→ What the exercise asks
The number of lines below containing the word "Прокудина" is all that should be returned.

------ Data provided

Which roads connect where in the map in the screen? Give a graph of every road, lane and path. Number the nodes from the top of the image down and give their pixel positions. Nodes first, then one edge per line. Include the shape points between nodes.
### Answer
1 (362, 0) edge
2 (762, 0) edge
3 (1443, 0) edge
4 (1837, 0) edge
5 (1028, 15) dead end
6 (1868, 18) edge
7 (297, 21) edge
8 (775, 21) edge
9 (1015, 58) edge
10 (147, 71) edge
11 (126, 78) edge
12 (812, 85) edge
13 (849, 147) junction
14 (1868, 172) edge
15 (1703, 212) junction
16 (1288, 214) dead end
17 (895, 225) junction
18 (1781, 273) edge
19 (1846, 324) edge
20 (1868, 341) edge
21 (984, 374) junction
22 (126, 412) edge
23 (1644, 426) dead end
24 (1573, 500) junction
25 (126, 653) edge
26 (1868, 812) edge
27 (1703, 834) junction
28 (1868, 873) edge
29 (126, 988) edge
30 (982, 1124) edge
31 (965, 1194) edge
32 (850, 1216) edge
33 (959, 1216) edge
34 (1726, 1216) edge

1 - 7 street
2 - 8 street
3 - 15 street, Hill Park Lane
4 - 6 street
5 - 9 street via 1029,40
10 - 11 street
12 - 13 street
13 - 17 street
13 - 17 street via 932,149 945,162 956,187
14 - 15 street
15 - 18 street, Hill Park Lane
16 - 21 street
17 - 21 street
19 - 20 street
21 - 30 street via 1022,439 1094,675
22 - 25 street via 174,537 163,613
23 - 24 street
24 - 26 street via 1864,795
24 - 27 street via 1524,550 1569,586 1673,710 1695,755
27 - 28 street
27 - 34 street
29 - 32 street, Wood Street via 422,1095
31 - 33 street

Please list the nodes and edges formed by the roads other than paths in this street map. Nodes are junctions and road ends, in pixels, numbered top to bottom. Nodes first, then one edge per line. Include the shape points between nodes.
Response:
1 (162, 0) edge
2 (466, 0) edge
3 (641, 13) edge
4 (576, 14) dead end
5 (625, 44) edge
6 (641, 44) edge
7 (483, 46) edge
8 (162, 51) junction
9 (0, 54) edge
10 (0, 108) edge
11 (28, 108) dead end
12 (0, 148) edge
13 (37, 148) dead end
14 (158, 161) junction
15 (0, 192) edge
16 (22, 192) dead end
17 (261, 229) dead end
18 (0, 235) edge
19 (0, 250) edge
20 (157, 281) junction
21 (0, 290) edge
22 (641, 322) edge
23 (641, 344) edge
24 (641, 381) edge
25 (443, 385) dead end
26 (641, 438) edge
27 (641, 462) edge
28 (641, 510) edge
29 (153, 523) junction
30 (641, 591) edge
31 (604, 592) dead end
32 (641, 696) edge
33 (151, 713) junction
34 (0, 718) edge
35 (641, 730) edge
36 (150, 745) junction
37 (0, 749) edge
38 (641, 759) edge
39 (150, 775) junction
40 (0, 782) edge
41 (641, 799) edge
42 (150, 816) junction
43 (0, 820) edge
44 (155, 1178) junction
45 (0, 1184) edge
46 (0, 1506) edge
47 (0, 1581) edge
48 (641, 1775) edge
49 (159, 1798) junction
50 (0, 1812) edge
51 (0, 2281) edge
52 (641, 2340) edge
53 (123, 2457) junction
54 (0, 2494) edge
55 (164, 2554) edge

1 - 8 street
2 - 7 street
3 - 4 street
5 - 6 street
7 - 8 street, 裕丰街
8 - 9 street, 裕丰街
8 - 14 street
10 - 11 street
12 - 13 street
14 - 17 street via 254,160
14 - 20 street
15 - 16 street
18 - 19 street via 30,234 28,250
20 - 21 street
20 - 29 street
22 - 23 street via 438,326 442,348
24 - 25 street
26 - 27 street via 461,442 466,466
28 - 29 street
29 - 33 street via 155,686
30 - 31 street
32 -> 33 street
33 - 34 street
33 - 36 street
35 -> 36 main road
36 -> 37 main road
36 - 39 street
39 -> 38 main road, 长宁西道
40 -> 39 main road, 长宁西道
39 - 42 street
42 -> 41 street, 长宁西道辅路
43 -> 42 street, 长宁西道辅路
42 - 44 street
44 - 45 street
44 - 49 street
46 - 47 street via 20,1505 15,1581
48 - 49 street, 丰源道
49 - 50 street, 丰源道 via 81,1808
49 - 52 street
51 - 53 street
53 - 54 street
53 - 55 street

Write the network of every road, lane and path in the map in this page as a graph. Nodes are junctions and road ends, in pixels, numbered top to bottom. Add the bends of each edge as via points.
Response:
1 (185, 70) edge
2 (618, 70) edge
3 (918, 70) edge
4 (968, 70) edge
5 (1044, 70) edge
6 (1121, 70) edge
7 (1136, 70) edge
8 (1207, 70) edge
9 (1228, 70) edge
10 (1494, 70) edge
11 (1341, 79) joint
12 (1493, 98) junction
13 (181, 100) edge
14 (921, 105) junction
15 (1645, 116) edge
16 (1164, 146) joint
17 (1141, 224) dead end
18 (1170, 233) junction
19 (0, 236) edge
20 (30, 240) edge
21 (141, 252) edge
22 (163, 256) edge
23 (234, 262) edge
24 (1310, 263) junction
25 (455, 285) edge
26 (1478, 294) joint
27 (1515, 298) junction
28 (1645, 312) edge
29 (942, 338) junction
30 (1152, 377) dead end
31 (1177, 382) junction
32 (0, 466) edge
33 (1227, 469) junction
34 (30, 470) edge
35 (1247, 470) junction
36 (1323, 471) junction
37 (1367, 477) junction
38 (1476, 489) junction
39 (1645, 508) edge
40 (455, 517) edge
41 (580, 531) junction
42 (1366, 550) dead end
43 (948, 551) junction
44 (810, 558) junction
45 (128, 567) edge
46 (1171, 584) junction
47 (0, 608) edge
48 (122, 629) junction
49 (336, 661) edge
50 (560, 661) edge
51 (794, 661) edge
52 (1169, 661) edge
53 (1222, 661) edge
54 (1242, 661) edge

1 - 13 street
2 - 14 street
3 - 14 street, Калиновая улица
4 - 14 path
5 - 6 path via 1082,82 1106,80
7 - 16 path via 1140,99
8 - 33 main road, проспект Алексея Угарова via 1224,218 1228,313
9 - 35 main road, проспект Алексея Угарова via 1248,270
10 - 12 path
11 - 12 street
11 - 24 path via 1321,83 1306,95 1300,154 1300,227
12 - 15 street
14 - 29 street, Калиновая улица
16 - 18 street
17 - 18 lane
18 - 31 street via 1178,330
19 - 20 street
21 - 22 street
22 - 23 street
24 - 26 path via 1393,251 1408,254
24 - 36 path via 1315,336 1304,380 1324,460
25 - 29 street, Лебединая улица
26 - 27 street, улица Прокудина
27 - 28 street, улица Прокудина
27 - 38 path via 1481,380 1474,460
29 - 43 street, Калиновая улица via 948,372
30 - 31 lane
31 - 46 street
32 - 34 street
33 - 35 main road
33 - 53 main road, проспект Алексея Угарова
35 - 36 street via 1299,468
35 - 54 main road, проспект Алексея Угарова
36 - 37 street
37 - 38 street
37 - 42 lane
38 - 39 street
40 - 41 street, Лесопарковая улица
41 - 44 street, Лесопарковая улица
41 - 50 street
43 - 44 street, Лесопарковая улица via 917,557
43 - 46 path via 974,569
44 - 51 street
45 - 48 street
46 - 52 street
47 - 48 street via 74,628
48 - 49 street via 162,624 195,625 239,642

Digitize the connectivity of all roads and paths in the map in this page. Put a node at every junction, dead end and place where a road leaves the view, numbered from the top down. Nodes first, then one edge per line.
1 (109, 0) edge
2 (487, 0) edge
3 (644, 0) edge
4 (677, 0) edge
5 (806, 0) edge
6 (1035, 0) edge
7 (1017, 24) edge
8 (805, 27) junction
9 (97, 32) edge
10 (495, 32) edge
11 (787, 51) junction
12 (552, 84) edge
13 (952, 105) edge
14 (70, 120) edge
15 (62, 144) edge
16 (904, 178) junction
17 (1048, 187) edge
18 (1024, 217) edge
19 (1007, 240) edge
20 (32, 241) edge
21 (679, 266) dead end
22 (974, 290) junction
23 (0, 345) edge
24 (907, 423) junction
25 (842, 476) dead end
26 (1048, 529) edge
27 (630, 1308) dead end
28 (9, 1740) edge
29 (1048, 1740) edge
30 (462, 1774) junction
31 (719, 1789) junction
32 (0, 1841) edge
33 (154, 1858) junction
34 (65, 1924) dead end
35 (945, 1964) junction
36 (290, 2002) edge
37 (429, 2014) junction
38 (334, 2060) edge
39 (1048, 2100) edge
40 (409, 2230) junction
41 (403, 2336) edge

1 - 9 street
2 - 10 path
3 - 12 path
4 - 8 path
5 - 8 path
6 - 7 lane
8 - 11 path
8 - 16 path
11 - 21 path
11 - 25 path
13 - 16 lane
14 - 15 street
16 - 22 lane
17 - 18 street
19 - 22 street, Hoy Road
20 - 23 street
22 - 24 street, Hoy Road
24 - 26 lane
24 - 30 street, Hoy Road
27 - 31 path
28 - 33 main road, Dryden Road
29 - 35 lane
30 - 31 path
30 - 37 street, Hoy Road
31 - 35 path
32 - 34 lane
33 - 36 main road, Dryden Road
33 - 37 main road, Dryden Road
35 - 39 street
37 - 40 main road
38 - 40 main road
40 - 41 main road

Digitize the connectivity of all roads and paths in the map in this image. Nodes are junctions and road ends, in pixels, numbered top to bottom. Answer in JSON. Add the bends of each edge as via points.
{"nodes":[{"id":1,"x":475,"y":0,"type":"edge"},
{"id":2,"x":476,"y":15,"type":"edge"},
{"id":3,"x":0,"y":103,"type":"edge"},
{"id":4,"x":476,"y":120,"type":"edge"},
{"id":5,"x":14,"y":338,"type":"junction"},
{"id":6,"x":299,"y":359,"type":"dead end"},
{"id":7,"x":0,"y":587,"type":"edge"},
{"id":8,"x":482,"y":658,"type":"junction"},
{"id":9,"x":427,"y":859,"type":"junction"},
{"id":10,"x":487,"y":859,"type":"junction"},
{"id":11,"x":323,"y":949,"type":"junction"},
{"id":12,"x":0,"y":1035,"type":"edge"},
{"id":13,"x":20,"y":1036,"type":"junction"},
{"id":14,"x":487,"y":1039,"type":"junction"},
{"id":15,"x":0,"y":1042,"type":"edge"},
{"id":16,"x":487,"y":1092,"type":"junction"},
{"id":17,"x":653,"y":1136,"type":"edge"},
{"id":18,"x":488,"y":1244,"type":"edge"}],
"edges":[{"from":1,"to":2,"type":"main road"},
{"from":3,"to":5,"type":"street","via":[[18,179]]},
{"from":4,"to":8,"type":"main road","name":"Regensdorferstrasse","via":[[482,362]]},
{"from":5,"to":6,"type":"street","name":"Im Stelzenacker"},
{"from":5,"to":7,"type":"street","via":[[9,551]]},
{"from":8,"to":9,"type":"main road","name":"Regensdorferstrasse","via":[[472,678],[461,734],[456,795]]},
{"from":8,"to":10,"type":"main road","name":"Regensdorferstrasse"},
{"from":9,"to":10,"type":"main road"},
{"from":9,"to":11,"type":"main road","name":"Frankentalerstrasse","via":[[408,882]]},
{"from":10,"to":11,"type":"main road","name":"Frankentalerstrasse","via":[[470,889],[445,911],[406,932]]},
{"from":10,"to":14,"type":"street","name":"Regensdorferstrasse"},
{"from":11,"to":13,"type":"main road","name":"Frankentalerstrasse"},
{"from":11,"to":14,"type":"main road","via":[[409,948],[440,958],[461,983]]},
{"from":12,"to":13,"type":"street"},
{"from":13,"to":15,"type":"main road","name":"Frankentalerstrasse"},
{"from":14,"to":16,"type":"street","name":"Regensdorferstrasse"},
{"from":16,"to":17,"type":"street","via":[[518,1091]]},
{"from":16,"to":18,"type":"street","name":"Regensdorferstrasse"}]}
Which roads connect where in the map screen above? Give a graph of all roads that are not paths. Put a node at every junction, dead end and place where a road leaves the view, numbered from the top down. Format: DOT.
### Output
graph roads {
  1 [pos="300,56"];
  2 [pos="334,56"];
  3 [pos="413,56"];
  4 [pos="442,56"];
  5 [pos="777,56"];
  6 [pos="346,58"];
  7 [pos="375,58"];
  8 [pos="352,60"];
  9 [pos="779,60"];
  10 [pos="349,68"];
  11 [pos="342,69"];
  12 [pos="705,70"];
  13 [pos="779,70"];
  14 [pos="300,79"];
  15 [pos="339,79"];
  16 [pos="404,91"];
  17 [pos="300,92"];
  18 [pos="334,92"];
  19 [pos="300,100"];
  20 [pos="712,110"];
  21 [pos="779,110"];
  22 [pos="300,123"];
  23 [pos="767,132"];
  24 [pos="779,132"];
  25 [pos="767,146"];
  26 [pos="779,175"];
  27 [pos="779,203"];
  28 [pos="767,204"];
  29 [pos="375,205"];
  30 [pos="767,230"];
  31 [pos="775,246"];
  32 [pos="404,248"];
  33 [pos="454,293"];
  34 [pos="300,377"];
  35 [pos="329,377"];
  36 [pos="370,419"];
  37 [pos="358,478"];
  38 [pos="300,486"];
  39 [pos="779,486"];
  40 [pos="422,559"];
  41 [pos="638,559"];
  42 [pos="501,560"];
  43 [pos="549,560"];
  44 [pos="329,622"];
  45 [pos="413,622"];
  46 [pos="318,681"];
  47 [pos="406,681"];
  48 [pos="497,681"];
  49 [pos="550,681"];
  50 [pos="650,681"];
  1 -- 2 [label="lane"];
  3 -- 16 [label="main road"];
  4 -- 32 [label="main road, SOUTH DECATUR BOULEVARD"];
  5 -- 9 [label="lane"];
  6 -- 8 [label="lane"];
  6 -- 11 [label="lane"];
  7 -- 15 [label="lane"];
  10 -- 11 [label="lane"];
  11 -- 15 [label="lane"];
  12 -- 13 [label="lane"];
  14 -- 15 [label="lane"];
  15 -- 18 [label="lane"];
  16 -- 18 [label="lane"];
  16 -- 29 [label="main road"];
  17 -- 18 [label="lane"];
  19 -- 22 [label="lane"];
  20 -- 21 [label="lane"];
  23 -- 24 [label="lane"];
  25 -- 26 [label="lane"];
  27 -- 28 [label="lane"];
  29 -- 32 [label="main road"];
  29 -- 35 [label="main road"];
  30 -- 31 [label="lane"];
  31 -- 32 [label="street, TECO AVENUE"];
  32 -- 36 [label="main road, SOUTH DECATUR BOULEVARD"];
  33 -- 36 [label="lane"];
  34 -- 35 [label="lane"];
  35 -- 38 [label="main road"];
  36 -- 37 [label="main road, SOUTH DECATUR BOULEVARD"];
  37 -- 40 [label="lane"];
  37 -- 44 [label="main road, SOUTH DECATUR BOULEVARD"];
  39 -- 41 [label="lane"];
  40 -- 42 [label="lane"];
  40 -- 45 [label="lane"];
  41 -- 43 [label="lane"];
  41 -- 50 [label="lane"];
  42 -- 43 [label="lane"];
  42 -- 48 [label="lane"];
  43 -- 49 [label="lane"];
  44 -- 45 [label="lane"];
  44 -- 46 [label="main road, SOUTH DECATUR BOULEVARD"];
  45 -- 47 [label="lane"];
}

------------

→ Written answer
2